TAMARA AL SAMERRAEI’s work is often triggered by photographs from her personal archive and from the public domain – film stills, google images and borrowed snapshots.

Opaque pools and dark bodies of water feature in both domestic settings, and natural landscapes as objects of anticipation, with figures mostly absent. A feral geography permeates lyrical, melancholic and suspenseful scenes. Her deep palette modulates between crepuscular and nocturnal. In the recesses of vicious rock formations, unruly shrubs, murky night skies, a latent threat is contained. Are we, the viewers, protagonists in this unpredictable landscape, navigating our way though its crevices? 

Her paintings communicate a sense of interrupted temporality; of having arrived just after, or before, an unseen happening. Glimpses, traces and shadows suggest the uneasy presence of an invisible observer lurking within as well as outside the frame. A slippery and evasive temperament invokes a sense of furtiveness in the onlooker. Compositions tend to stand like film stills, suggesting movement but remaining silent and tapping into cinematic tropes of psychological thrillers.

From 2017 to 2018, Al Samerraei completed an extensive series of paintings that feature recreational swimming pools, often with a solitary figure bathing in or emerging from opaque waters. In her later work, she does away with figuration altogether. 

Another recurring motif in Al-Samerraei work is her pursuance of dark or enigmatic objects begging to be found: dense and closed forms precariously finding their place within an environment when no one was looking. Knavishly motionless, they seem to be about to undergo a mysterious transformation. 
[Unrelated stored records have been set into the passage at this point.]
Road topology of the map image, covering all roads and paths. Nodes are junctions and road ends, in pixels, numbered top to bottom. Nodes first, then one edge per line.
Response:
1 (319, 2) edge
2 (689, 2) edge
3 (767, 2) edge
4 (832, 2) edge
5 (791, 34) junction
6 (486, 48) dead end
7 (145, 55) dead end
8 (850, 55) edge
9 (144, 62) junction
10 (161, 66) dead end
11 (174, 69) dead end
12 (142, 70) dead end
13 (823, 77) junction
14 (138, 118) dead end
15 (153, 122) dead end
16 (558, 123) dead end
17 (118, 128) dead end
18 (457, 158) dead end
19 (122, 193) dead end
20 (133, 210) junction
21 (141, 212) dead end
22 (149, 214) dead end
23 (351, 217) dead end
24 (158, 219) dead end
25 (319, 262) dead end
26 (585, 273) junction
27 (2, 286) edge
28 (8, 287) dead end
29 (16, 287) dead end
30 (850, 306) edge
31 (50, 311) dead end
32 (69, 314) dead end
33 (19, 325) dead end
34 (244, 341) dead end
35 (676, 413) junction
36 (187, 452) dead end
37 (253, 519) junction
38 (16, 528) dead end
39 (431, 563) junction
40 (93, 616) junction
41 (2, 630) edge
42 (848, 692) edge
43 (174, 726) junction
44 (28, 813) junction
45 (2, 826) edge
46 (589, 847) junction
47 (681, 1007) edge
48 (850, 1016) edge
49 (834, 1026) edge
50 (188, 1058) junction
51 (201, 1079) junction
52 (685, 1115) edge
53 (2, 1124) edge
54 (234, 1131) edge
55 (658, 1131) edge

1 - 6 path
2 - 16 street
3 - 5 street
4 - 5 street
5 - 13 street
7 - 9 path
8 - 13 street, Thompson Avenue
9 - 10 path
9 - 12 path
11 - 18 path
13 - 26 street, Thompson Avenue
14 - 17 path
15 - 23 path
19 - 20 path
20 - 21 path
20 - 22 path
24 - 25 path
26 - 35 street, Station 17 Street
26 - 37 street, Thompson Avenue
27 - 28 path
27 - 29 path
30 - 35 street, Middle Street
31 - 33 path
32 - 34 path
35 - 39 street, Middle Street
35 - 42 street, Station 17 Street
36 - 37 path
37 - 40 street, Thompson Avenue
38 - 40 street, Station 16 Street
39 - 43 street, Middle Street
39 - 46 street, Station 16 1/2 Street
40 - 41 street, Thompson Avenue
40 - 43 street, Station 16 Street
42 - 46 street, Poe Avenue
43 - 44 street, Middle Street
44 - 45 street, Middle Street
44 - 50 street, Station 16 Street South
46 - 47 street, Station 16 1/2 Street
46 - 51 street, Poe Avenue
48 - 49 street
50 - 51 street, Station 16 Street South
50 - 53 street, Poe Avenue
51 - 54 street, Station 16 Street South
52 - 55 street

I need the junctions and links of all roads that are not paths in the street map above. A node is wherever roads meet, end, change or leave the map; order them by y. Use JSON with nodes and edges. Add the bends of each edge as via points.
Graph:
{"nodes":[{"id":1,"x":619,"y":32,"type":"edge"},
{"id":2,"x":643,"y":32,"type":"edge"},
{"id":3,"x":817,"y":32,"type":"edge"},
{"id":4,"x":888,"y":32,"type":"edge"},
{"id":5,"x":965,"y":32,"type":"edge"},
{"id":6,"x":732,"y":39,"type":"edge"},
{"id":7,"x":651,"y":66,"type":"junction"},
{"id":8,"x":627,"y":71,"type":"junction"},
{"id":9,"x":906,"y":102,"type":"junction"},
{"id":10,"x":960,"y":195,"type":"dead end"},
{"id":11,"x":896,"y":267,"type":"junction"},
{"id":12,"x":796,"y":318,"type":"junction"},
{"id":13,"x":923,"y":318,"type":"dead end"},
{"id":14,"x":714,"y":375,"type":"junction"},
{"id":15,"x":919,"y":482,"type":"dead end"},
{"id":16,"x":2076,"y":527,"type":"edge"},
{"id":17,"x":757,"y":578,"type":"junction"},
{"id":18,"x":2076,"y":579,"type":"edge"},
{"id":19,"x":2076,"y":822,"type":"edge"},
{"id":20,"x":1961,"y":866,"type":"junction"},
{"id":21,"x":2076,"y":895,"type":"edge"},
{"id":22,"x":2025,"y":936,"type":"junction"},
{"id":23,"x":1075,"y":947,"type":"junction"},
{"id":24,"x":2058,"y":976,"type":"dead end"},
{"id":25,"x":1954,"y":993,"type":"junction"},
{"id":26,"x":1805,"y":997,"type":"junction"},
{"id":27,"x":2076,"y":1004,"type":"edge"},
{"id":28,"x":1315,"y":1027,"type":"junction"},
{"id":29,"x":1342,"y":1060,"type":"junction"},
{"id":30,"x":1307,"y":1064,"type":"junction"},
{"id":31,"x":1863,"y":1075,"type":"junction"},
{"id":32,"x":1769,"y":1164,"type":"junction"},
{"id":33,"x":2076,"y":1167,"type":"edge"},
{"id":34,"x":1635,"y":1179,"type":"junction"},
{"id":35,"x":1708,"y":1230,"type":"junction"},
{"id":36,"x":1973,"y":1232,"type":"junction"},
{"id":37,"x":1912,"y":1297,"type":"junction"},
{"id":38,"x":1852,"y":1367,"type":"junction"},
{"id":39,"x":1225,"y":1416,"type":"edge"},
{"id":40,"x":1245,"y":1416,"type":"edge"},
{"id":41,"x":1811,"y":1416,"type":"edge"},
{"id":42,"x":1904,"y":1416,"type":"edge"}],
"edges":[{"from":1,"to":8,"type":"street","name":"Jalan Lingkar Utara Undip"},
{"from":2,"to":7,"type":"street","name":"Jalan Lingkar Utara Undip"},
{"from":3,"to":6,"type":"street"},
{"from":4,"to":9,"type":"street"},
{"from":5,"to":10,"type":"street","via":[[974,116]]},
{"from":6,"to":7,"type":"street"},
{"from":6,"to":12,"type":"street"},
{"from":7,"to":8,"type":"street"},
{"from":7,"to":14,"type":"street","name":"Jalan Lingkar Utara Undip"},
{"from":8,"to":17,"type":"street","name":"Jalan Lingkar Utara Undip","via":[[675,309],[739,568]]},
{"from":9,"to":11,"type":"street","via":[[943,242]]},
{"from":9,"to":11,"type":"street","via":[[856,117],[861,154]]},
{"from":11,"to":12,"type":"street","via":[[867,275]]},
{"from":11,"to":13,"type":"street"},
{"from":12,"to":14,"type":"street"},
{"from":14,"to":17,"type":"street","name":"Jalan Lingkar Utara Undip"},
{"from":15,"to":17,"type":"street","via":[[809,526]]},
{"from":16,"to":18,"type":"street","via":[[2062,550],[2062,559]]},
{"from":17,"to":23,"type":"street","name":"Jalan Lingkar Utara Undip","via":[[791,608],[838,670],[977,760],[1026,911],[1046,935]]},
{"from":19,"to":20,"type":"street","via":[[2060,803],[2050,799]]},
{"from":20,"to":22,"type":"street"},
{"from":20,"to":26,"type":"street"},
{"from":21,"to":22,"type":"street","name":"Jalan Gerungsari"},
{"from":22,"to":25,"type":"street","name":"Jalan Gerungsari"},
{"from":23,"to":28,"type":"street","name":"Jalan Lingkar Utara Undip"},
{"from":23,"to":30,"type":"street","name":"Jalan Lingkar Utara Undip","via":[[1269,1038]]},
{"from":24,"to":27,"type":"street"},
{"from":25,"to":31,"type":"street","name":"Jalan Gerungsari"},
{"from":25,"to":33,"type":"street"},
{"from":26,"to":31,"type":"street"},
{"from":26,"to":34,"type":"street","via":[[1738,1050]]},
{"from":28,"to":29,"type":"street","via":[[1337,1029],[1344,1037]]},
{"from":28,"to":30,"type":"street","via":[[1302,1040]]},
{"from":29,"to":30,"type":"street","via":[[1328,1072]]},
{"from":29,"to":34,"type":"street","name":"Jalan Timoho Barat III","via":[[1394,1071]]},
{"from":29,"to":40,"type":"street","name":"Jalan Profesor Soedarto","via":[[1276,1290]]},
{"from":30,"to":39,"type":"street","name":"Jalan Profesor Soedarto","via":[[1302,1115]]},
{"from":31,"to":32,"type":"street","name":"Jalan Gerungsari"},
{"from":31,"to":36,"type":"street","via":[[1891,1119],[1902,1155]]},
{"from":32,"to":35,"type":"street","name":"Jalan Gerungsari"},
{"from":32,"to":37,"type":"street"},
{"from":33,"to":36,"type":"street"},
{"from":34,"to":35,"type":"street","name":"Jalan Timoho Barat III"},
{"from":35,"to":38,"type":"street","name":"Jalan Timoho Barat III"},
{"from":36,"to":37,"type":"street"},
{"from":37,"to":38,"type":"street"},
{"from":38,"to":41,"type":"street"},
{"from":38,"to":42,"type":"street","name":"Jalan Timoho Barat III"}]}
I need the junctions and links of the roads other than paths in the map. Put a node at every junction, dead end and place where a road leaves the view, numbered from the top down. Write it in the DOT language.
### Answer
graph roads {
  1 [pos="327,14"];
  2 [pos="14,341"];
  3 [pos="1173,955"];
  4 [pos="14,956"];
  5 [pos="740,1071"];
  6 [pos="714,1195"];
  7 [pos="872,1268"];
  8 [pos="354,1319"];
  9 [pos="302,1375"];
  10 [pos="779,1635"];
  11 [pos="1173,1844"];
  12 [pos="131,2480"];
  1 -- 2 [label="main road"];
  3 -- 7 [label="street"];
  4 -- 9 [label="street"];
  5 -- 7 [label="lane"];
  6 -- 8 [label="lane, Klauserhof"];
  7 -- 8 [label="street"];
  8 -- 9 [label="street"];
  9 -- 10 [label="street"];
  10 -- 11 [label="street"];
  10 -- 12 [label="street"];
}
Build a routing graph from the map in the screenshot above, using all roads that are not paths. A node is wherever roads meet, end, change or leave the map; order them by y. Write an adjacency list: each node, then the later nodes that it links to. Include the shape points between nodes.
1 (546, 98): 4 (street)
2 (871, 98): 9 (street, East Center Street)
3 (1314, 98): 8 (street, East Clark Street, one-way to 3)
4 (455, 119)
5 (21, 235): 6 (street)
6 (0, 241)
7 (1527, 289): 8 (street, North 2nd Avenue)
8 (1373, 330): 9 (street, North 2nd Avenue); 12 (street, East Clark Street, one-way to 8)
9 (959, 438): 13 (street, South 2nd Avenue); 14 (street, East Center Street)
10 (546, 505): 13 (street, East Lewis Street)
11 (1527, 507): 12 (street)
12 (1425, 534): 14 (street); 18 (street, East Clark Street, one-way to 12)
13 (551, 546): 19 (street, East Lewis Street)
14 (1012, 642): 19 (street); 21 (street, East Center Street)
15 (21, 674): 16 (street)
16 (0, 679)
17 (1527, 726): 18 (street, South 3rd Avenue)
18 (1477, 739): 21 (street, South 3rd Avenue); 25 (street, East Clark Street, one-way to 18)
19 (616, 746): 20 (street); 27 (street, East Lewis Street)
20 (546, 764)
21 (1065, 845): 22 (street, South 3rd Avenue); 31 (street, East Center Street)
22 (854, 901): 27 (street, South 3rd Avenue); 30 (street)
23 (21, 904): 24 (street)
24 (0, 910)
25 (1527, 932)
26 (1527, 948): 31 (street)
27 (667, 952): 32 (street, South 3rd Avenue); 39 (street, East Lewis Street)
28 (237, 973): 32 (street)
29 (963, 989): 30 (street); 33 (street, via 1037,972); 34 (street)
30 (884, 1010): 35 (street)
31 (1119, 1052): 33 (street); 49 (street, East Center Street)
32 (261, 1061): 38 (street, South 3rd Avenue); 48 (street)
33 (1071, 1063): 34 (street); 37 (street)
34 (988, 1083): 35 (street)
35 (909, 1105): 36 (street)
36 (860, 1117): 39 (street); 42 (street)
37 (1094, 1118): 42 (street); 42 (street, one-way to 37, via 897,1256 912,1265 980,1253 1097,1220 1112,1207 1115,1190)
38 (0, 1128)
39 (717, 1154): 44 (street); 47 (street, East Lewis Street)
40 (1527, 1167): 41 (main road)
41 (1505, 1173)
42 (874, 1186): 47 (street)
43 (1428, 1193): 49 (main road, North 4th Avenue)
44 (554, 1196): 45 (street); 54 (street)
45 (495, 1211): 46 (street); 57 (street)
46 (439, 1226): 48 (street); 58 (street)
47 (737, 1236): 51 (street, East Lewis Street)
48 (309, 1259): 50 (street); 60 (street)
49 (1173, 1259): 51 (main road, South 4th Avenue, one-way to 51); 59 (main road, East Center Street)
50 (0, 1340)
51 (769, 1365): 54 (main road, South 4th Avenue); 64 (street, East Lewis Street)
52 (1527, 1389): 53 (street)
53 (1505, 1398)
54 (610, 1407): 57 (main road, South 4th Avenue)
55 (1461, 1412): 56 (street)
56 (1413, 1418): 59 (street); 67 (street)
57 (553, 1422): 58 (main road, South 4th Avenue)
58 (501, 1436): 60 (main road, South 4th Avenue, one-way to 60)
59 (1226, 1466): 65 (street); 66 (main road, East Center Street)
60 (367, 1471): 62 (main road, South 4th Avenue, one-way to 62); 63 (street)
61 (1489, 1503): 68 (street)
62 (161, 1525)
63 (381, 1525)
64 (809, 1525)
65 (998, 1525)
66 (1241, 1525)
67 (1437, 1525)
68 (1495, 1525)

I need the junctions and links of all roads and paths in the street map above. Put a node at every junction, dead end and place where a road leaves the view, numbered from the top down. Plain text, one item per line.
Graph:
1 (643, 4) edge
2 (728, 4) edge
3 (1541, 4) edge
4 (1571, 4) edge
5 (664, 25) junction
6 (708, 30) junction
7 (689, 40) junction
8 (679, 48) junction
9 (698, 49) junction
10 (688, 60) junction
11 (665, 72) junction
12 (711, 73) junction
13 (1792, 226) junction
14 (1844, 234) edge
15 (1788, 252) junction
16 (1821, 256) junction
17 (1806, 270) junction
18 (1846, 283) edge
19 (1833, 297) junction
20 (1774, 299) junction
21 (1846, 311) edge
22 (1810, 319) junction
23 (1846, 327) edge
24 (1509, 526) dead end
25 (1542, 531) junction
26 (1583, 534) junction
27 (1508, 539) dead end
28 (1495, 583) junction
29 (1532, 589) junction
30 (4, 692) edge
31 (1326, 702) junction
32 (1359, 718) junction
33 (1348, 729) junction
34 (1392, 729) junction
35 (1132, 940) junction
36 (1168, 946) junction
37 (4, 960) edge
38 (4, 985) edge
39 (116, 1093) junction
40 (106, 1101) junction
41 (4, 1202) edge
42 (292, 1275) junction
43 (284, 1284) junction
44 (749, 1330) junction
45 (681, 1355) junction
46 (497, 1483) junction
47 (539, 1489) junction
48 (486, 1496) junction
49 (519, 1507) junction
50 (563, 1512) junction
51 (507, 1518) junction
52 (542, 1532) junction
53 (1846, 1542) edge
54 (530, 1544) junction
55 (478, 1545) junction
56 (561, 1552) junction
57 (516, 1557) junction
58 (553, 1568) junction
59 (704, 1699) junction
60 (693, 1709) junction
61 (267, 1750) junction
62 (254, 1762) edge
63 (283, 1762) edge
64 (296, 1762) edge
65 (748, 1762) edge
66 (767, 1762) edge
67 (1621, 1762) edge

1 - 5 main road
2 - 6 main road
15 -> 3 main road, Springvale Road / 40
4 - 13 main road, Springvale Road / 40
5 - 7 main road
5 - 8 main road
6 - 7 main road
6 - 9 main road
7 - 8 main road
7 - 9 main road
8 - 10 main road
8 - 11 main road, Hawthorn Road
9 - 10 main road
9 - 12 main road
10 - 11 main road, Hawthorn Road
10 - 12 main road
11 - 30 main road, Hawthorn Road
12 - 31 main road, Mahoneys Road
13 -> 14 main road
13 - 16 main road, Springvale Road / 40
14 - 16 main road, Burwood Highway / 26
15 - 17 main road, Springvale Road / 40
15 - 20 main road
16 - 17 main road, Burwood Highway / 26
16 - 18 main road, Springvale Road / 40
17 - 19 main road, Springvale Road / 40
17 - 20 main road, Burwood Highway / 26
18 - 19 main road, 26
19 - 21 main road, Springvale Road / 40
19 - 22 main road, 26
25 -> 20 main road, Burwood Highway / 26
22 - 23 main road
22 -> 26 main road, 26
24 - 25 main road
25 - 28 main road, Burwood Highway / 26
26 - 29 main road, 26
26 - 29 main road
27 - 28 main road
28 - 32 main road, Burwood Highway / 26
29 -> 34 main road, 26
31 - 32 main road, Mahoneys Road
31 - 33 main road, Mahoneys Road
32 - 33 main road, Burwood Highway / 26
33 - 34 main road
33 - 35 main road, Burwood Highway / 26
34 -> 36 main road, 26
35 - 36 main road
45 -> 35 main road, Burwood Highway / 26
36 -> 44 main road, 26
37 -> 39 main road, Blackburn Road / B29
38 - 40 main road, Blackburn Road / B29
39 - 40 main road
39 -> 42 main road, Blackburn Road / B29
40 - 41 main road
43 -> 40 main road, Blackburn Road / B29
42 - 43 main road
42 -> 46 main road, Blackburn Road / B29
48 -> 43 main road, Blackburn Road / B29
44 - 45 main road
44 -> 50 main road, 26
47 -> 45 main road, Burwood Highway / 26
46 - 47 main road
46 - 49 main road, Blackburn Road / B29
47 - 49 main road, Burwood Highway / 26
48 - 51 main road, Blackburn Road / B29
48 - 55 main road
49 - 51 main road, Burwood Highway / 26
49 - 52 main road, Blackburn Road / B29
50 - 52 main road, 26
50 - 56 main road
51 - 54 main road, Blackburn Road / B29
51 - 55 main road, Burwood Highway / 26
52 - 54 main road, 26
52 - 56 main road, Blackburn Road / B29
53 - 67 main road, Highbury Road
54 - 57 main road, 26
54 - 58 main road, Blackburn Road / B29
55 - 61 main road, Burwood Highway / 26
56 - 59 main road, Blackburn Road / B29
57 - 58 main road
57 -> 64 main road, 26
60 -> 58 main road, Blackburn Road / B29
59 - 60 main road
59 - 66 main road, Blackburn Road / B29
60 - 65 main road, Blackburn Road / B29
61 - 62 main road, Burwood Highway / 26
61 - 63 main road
Al Samerraei prefers to paint on raw, loose linen. The edges of the works are organic, frayed, uneven. Once finished, the fabric is mounted on a larger piece of canvas and stretched - revealing vacant margins that objectify her compositions. She flirts with opposing poles of light, color and mood. Obstinate drips of liquid paint sit on the picture plane, suspending time and disclosing the vulnerability of her process. Conversely, dry physical brushstrokes denote assertive gestures and movement, behaving more like a drawing than a painting.

Al Samerraei’s work speaks of primal fears and unspoken tragedies, of unsettling loss and unbound desire. She presents the quiet voice of a subject struggling to reconstruct an elusive past or speculate on an uncertain future.

TAMARA AL SAMERRAEI (b. 1977, Kuwait) is a painter who lives and works in Beirut. She received a BA in Fine Arts from the Lebanese American University in Beirut in 2002 and completed the inaugural year of the Home Workspace Program at Ashkal Alwan (2011-2012), Beirut.

Her solo exhibitions include What Floats in Space, Marfa’ Projects, Beirut (2019); Let Me Stay a Little Longer, Marfa’ Projects, Beirut (2015-2016); Make Room for Me, Gypsum Gallery, Cairo (2014); Fleeting Fences (2011) and Something White (2008), Agial Art Gallery, Beirut.

She has participated in several group and duo exhibitions including The Cheating Hand of Randomness, Gypsum, Cairo (2021); The Clocks are Striking Thirteen, 21,39, Jeddah (2018); Home Beirut: Sounding the Neighbours, MAXXI museum, Rome (2017); Tamawuj-Sharjah Biennial13, Sharjah (2017); Play The Possum, Gypsum Gallery, Cairo (2016); Complicity, Sultan Gallery, Kuwait (2016); On Water, Rosemary and Mercury in Homeworks 7, Beirut (2015); 25 Ans De Creativite Arabe, Institut Du Monde Arabe, Paris (2012); All About Beirut, White Box, Munich (2010); Exposure, Beirut Art Center, Beirut; Radius of Art project, Fladernbunker, Kiel (2008) and ShoeBox, Dar Al Funoon, Kuwait (2007). Her work was featured in London’s Frieze Art Fair in 2017 and 2019.

Al Samerraei lives and works in Beirut.